▶ EXERCISE DETAILS:
Return each line of the listing that contains the string "thumb".

▶ DATA SUPPLIED:
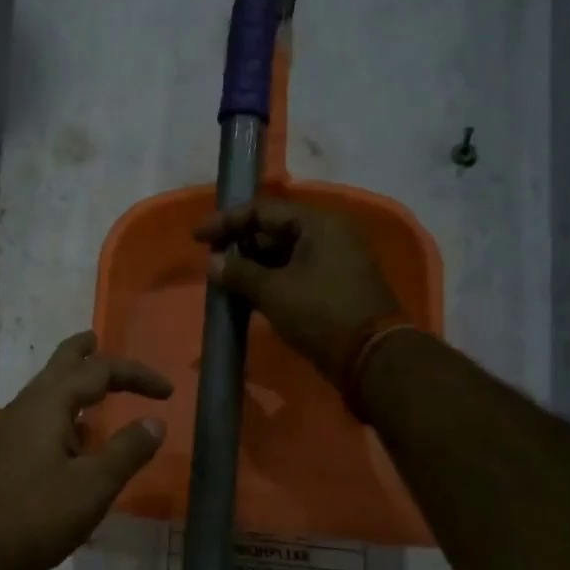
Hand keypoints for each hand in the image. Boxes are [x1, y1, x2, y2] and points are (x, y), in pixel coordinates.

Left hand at [0, 333, 170, 569]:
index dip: (135, 374)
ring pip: (46, 390)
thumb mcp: (94, 486)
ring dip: (73, 382)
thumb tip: (155, 422)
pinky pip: (39, 415)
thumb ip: (127, 450)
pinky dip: (63, 411)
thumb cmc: (40, 517)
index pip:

▶ ANSWER:
thumb mcp: (94, 486)
thumb tip: (155, 422)
thumb ip: (127, 450)
thumb cmc: (40, 517)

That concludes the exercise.